На одной из встреч его попросили почитать стихи. Он читал и Пушкина, рассказав о недавнем телефильме со своим участием, и Лермонтова:

— Я вам прочту одно из своих любимых стихотворений…

И прочёл «Наедине с тобою, брат…»

Тишина в зале была жутковатая…

Но даже на этой встрече были какие-то выкрики из публики, и мы бегали, суетились, хотя, в принципе, он мог спокойно «держать зал» и без нас:

— В зале всякие люди бывают… Но это мелочи всё… отвечу. Если надо будет, и одёрну сам.
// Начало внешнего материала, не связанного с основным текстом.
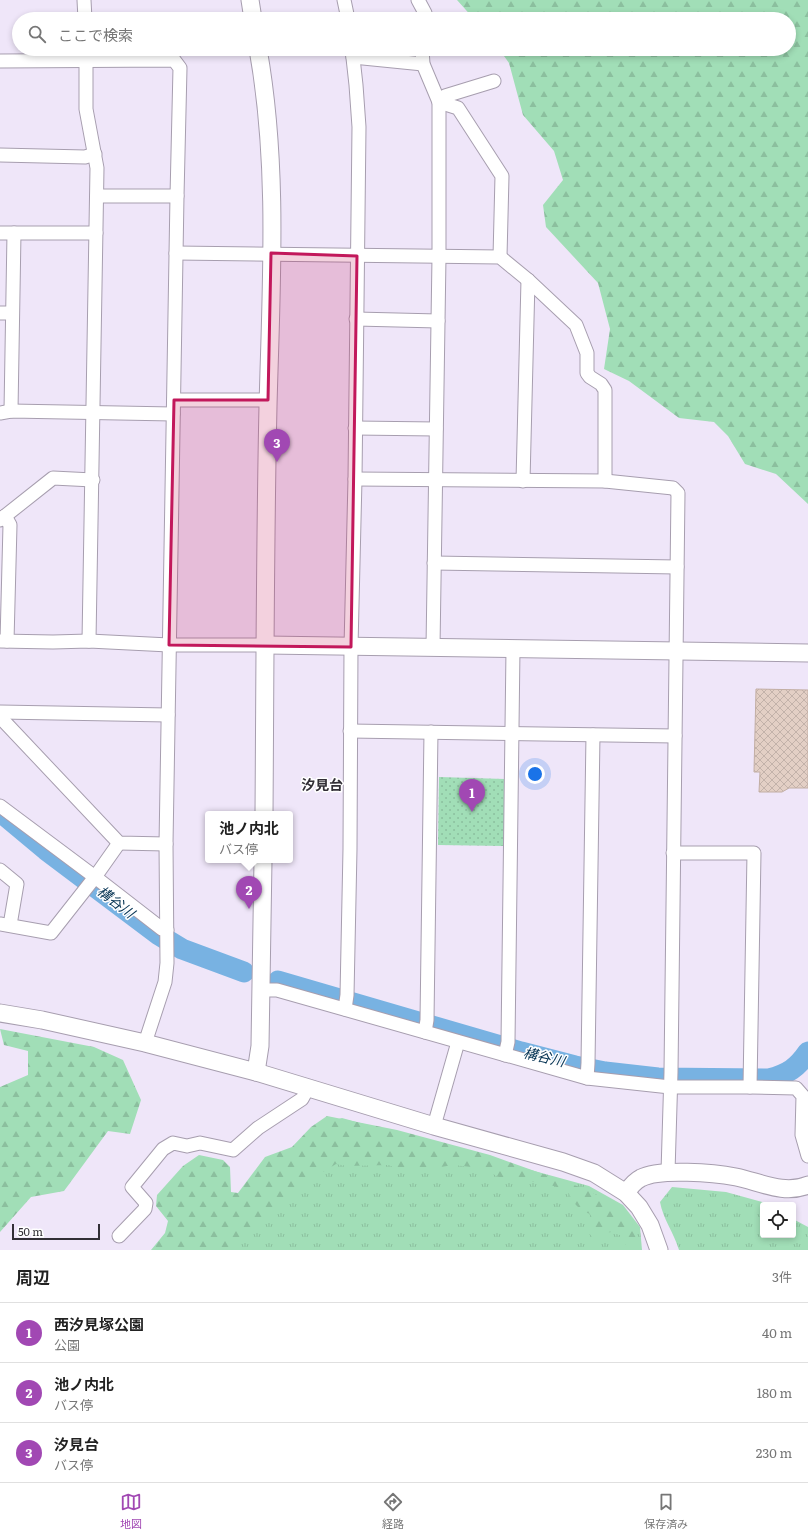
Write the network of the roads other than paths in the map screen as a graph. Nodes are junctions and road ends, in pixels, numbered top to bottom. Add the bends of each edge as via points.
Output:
1 (84, 0) edge
2 (250, 0) edge
3 (344, 0) edge
4 (418, 0) edge
5 (85, 12) edge
6 (252, 12) edge
7 (347, 12) edge
8 (424, 12) edge
9 (61, 56) edge
10 (86, 56) edge
11 (115, 56) edge
12 (259, 56) edge
13 (352, 56) edge
14 (371, 56) edge
15 (422, 56) edge
16 (0, 61) edge
17 (422, 64) junction
18 (494, 81) dead end
19 (439, 102) junction
20 (95, 154) junction
21 (0, 155) edge
22 (97, 196) junction
23 (177, 196) junction
24 (0, 233) edge
25 (14, 233) junction
26 (96, 233) junction
27 (176, 253) junction
28 (271, 253) junction
29 (357, 256) junction
30 (439, 257) junction
31 (500, 257) junction
32 (528, 280) junction
33 (6, 313) edge
34 (356, 319) junction
35 (438, 321) junction
36 (174, 400) junction
37 (268, 400) junction
38 (6, 412) edge
39 (93, 413) junction
40 (174, 414) junction
41 (355, 428) junction
42 (436, 429) junction
43 (355, 479) junction
44 (93, 480) junction
45 (435, 480) junction
46 (523, 481) junction
47 (605, 481) junction
48 (2, 518) edge
49 (434, 563) junction
50 (677, 567) junction
51 (4, 641) edge
52 (89, 641) junction
53 (170, 645) junction
54 (266, 645) junction
55 (351, 646) junction
56 (432, 647) junction
57 (513, 649) junction
58 (677, 651) junction
59 (808, 653) edge
60 (0, 712) edge
61 (168, 714) junction
62 (0, 717) edge
63 (350, 731) junction
64 (431, 732) junction
65 (512, 734) junction
66 (593, 735) junction
67 (675, 736) junction
68 (0, 806) edge
69 (264, 811) edge
70 (119, 843) junction
71 (166, 844) junction
72 (673, 853) junction
73 (263, 863) edge
74 (0, 870) edge
75 (92, 881) junction
76 (5, 925) edge
77 (167, 938) junction
78 (261, 990) junction
79 (346, 1004) junction
80 (0, 1013) edge
81 (426, 1027) junction
82 (458, 1042) junction
83 (145, 1043) junction
84 (506, 1050) junction
85 (256, 1072) junction
86 (588, 1072) junction
87 (671, 1081) junction
88 (750, 1081) junction
89 (308, 1088) junction
90 (434, 1126) junction
91 (808, 1156) edge
92 (668, 1172) junction
93 (808, 1185) edge
94 (626, 1193) junction
95 (119, 1236) dead end
96 (658, 1250) edge

1 - 5 street
2 - 6 street
3 - 7 street
4 - 8 street
9 - 16 street
10 - 20 street via 86,109
11 - 23 street via 174,60 180,68
12 - 28 street via 268,128
13 - 29 street via 359,127
14 - 17 street
15 - 17 street
17 - 19 street
18 - 19 street via 445,96
19 - 30 street
19 - 31 street via 458,108 502,176
20 - 21 street via 85,157
20 - 22 street
22 - 23 street
22 - 26 street
23 - 27 street
24 - 25 street
25 - 26 street
25 - 33 street
26 - 39 street
27 - 28 street
27 - 36 street
28 - 29 street
28 - 37 street
29 - 30 street
29 - 34 street
30 - 31 street
30 - 35 street
31 - 32 street
32 - 46 street
32 - 47 street via 576,325 587,353 587,373 605,390
33 - 38 street
34 - 35 street
34 - 41 street
35 - 42 street
36 - 37 street
36 - 40 street
37 - 54 street
38 - 39 street
39 - 40 street
39 - 44 street
40 - 53 street
41 - 42 street
41 - 43 street
42 - 45 street
43 - 45 street
43 - 55 street
44 - 48 street via 53,478
44 - 52 street
45 - 46 street
45 - 49 street
46 - 47 street
47 - 50 street via 673,488 678,493
48 - 51 street via 10,525
49 - 50 street
49 - 56 street
50 - 58 street
51 - 52 street
52 - 53 street
53 - 54 street
53 - 61 street
54 - 55 street
54 - 69 street
55 - 56 street
55 - 63 street
56 - 57 street
57 - 58 street
57 - 65 street
58 - 59 street
58 - 67 street
60 - 61 street
61 - 71 street
62 - 70 street
63 - 64 street
63 - 79 street
64 - 65 street
64 - 81 street
65 - 66 street
65 - 84 street
66 - 67 street
66 - 86 street
67 - 72 street
68 - 75 street
70 - 71 street
70 - 75 street
71 - 77 street
72 - 87 street
72 - 88 street via 754,853
73 - 78 street
74 - 76 street via 17,884
75 - 76 street via 51,933
75 - 77 street via 162,929
77 - 83 street via 165,982
78 - 79 street via 277,990
78 - 85 street via 260,1046
79 - 81 street
80 - 83 street
81 - 82 street
82 - 84 street
82 - 90 street
83 - 85 street
84 - 86 street
85 - 89 street
86 - 87 street
87 - 88 street
87 - 92 street
88 - 91 street via 796,1088 803,1096 802,1135
89 - 90 street
89 - 95 street via 302,1099 258,1128 233,1150 200,1143 187,1146 173,1143 163,1148 132,1187 146,1203 145,1209
90 - 94 street via 563,1162 594,1173
92 - 93 street via 736,1177 791,1190
92 - 94 street via 641,1178 631,1185
94 - 96 street via 650,1225

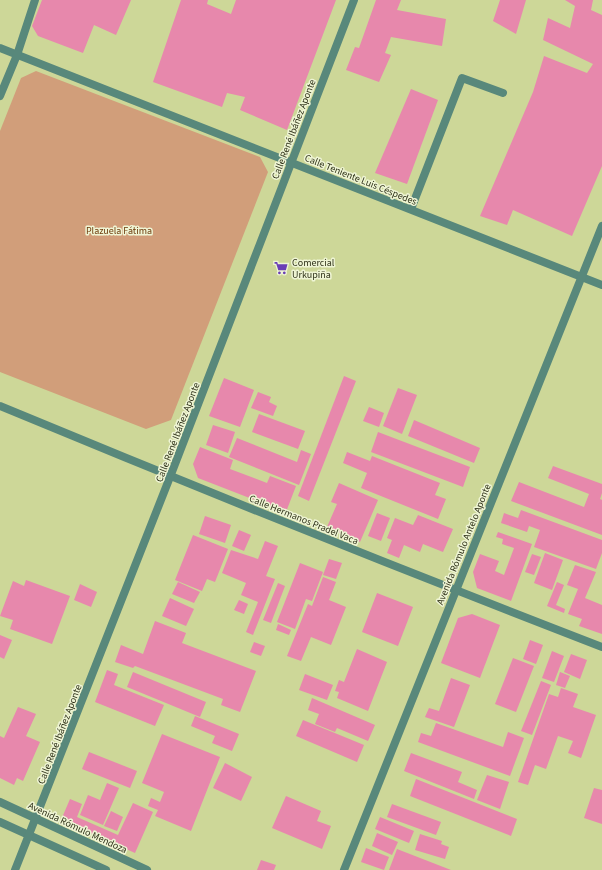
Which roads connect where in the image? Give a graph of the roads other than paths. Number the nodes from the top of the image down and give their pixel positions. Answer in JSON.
{"nodes":[{"id":1,"x":35,"y":0,"type":"edge"},
{"id":2,"x":354,"y":0,"type":"edge"},
{"id":3,"x":0,"y":48,"type":"edge"},
{"id":4,"x":17,"y":55,"type":"junction"},
{"id":5,"x":503,"y":93,"type":"dead end"},
{"id":6,"x":0,"y":96,"type":"edge"},
{"id":7,"x":291,"y":162,"type":"junction"},
{"id":8,"x":411,"y":209,"type":"junction"},
{"id":9,"x":602,"y":226,"type":"edge"},
{"id":10,"x":582,"y":277,"type":"junction"},
{"id":11,"x":602,"y":285,"type":"edge"},
{"id":12,"x":0,"y":406,"type":"edge"},
{"id":13,"x":170,"y":477,"type":"junction"},
{"id":14,"x":455,"y":590,"type":"junction"},
{"id":15,"x":602,"y":647,"type":"edge"},
{"id":16,"x":0,"y":802,"type":"edge"},
{"id":17,"x":36,"y":819,"type":"junction"},
{"id":18,"x":0,"y":822,"type":"edge"},
{"id":19,"x":30,"y":835,"type":"junction"},
{"id":20,"x":15,"y":870,"type":"edge"},
{"id":21,"x":106,"y":870,"type":"edge"},
{"id":22,"x":147,"y":870,"type":"edge"},
{"id":23,"x":344,"y":870,"type":"edge"}],
"edges":[{"from":1,"to":4,"type":"street"},
{"from":2,"to":7,"type":"street","name":"Calle René Ibáñez Aponte"},
{"from":3,"to":4,"type":"street","name":"Calle Teniente Luis Céspedes"},
{"from":4,"to":6,"type":"street"},
{"from":4,"to":7,"type":"street","name":"Calle Teniente Luis Céspedes"},
{"from":5,"to":8,"type":"street"},
{"from":7,"to":8,"type":"street","name":"Calle Teniente Luis Céspedes"},
{"from":7,"to":13,"type":"street","name":"Calle René Ibáñez Aponte"},
{"from":8,"to":10,"type":"street","name":"Calle Teniente Luis Céspedes"},
{"from":9,"to":10,"type":"street","name":"Avenida Rómulo Antelo Aponte"},
{"from":10,"to":11,"type":"street","name":"Calle Teniente Luis Céspedes"},
{"from":10,"to":14,"type":"street","name":"Avenida Rómulo Antelo Aponte"},
{"from":12,"to":13,"type":"street","name":"Calle Hermanos Pradel Vaca"},
{"from":13,"to":14,"type":"street","name":"Calle Hermanos Pradel Vaca"},
{"from":13,"to":17,"type":"street","name":"Calle René Ibáñez Aponte"},
{"from":14,"to":15,"type":"street","name":"Calle Hermanos Pradel Vaca"},
{"from":14,"to":23,"type":"street","name":"Avenida Rómulo Antelo Aponte"},
{"from":16,"to":17,"type":"street","name":"Avenida Rómulo Mendoza"},
{"from":17,"to":19,"type":"street","name":"Calle René Ibáñez Aponte"},
{"from":17,"to":22,"type":"street","name":"Avenida Rómulo Mendoza"},
{"from":18,"to":19,"type":"street"},
{"from":19,"to":20,"type":"street","name":"Calle René Ibáñez Aponte"},
{"from":19,"to":21,"type":"street"}]}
И в Университете с запиской «закругляйся» тоже совершенно спокойно отреагировал. Кстати, когда мы вышли из Университета, к нам подошла Маша Лебедева — корреспондент «Комсомольца Кубани» — и просилась подсесть в машину для разговора с Олегом Ивановичем. А Людмила была вся заведённая после этой записки, и эта Маша ей чем-то не понравилась: подошла какая-то девочка, вся из себя, и показалась ей несерьёзной. Но, если я не ошибаюсь, где-то Маша потом всё-таки подходила к Далю с вопросами.

…Только потом, когда Даль умер, меня поразило сходство его и лермонтовской судеб. Только потом я поняла, что Судьбу не остановить: ведь и там и тут рядом были люди. Много людей… Как же они могли допустить эти Смерти? Почему?!! А в 1979 году у меня просто сердце сжималось: настолько я понимала, что абсолютно бессильна ему чем-то помочь. Я даже так и не решилась сказать ему напоследок то, что хотела: какой он талантливый, как он себя беречь для людей должен… Не шли у меня эти слова — и всё! Потому что настолько щемяще больно было на него смотреть: шутит, весел — и вдруг ему так плохо! Хочет играть, хочет что-то делать и — ЗАДЫХАЕТСЯ в этом мире. Преждевременный человек, не вписавшийся в наше общество. И сердце-то защемило отчего? От предчувствия. Нет, не сможет он, наверное, долго жить такой двойственной жизнью! А наша суета земная раздваивала его постоянно.

И вот от этого ощущения полного бессилия рядом с таким человеком становилось ужасно тоскливо. Даже сказать ничего не можешь, потому что любые слова будут фальшивы рядом с его страданиями. И, страдая, он, сам того не зная, уже ничего не может сделать.

Сколько ещё всего хорошего мог бы он создать, если бы ему давали работать! А сколько работ шло «в корзину»! Он страшно переживал из-за того, что трудится, надрываясь, а до зрителей это не доходит: «Что ж вы так мало работаете?»